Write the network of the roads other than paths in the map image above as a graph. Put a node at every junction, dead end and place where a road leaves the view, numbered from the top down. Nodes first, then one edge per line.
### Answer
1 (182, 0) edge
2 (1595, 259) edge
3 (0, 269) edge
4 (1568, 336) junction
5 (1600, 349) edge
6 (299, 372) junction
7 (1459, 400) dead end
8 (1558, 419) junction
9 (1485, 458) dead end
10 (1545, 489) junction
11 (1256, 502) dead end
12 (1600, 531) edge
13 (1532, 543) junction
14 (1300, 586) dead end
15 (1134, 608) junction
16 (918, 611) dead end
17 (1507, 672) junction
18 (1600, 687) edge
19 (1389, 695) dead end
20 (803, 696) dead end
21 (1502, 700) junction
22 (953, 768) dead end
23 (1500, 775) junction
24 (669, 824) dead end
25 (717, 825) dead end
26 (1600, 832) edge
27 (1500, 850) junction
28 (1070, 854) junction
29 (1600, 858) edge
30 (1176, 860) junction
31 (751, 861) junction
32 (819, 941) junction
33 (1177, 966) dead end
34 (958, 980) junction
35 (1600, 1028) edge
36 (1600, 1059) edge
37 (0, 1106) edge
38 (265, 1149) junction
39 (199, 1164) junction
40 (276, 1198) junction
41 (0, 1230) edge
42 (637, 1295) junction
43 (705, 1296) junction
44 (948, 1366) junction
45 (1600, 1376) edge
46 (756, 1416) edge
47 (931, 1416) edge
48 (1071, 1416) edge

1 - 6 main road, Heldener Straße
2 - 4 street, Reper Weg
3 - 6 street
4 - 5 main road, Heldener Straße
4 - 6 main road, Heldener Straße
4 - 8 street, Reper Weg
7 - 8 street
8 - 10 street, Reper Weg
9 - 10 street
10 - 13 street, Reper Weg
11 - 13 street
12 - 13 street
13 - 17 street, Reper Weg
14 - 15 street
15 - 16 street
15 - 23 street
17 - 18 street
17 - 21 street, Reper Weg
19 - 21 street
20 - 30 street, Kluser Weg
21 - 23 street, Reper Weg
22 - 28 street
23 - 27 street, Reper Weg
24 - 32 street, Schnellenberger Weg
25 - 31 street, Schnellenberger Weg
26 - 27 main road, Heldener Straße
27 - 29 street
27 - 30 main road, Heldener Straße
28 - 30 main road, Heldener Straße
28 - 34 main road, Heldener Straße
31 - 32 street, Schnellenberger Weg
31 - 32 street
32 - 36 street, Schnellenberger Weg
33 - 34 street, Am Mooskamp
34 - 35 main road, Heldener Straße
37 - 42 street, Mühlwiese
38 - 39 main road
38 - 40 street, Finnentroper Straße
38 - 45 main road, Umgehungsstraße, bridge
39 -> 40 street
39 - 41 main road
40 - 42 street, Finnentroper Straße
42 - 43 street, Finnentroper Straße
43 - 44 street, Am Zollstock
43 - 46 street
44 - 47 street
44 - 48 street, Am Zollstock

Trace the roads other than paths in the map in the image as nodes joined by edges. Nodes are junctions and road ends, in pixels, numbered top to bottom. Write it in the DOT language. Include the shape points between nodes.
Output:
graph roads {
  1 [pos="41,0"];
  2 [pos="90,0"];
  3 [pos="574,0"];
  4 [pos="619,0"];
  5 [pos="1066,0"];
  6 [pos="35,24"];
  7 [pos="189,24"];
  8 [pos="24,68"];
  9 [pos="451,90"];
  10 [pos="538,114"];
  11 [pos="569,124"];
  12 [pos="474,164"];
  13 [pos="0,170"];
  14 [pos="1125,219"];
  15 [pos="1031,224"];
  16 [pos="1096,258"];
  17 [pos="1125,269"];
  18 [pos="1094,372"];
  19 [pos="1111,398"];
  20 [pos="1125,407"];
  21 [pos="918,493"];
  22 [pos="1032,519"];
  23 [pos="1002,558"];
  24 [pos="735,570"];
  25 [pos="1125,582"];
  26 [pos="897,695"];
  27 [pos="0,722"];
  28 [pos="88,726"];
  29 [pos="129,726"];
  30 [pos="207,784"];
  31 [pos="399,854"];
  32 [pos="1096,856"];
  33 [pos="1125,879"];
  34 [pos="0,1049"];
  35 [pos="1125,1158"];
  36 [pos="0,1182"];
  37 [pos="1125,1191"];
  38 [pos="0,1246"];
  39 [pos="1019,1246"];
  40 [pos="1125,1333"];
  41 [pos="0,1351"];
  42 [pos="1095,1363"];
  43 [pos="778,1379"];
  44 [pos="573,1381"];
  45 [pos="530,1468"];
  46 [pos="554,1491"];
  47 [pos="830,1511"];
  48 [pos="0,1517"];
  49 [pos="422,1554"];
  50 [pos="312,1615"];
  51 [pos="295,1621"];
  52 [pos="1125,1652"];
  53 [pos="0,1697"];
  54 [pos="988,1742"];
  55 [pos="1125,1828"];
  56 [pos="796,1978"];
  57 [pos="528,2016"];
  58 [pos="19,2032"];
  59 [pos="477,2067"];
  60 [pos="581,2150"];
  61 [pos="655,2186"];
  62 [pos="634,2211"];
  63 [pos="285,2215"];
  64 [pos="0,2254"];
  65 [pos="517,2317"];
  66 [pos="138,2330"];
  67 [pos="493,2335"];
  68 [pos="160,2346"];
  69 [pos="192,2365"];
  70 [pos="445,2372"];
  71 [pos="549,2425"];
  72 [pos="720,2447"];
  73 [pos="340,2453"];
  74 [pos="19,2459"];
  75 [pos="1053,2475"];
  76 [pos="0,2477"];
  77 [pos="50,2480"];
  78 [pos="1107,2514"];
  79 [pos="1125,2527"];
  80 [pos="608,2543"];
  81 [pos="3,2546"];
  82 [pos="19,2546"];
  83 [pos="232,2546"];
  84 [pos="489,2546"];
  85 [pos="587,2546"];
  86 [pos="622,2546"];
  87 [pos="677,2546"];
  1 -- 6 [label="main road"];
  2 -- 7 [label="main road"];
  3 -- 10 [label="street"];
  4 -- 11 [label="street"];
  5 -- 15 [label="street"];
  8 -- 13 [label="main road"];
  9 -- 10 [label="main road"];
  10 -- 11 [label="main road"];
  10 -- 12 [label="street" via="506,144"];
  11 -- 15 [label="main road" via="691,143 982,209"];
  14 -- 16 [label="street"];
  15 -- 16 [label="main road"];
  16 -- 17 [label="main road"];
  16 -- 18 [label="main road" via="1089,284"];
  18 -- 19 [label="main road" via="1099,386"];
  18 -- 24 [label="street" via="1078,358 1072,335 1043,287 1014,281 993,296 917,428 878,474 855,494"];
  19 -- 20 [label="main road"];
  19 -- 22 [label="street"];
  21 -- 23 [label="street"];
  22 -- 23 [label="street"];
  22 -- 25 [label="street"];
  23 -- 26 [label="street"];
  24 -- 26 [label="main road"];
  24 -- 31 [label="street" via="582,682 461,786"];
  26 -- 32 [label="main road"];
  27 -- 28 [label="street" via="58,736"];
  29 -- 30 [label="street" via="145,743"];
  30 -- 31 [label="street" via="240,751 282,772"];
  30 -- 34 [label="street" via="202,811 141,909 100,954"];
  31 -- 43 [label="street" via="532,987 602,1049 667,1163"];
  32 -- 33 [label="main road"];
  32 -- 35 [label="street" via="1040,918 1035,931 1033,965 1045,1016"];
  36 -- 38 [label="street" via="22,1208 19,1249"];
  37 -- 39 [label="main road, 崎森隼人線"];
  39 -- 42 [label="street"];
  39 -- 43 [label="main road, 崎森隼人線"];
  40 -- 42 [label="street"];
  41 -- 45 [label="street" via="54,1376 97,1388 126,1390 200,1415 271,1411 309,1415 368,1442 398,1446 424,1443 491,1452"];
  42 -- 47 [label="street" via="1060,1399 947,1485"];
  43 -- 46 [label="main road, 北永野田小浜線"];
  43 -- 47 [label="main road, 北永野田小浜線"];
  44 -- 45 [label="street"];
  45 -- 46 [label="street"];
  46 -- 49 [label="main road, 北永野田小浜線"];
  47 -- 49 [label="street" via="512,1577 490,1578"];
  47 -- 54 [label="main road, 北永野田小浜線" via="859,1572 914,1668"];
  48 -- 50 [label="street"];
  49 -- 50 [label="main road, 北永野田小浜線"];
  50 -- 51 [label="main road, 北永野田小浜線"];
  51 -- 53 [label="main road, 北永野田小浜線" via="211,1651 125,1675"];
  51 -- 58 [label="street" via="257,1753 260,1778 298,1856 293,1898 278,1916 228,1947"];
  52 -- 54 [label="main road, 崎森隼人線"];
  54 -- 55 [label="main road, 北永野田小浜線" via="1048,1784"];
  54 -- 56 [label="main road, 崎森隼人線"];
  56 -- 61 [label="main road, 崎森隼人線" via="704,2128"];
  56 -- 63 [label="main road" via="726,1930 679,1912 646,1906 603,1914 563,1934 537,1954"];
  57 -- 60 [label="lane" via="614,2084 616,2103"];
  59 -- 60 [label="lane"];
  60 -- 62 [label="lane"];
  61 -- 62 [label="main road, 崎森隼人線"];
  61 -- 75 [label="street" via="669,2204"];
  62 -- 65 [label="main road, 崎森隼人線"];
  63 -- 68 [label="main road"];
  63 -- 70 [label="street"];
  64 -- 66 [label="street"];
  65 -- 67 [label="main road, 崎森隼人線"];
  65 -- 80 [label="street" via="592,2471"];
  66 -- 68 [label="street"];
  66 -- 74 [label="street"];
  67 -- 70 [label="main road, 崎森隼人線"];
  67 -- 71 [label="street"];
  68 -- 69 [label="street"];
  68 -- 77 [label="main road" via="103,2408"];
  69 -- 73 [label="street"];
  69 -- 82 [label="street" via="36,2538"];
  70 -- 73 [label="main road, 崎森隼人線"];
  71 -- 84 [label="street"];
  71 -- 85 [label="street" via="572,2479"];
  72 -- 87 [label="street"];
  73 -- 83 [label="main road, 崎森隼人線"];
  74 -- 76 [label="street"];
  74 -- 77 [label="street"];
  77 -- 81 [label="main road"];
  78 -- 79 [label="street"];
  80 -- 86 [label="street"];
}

··········

• Task prompt: In the records above, some lines hold the word "Finnentroper"; copy each such line.

• Exercise solution:
38 - 40 street, Finnentroper Straße
40 - 42 street, Finnentroper Straße
42 - 43 street, Finnentroper Straße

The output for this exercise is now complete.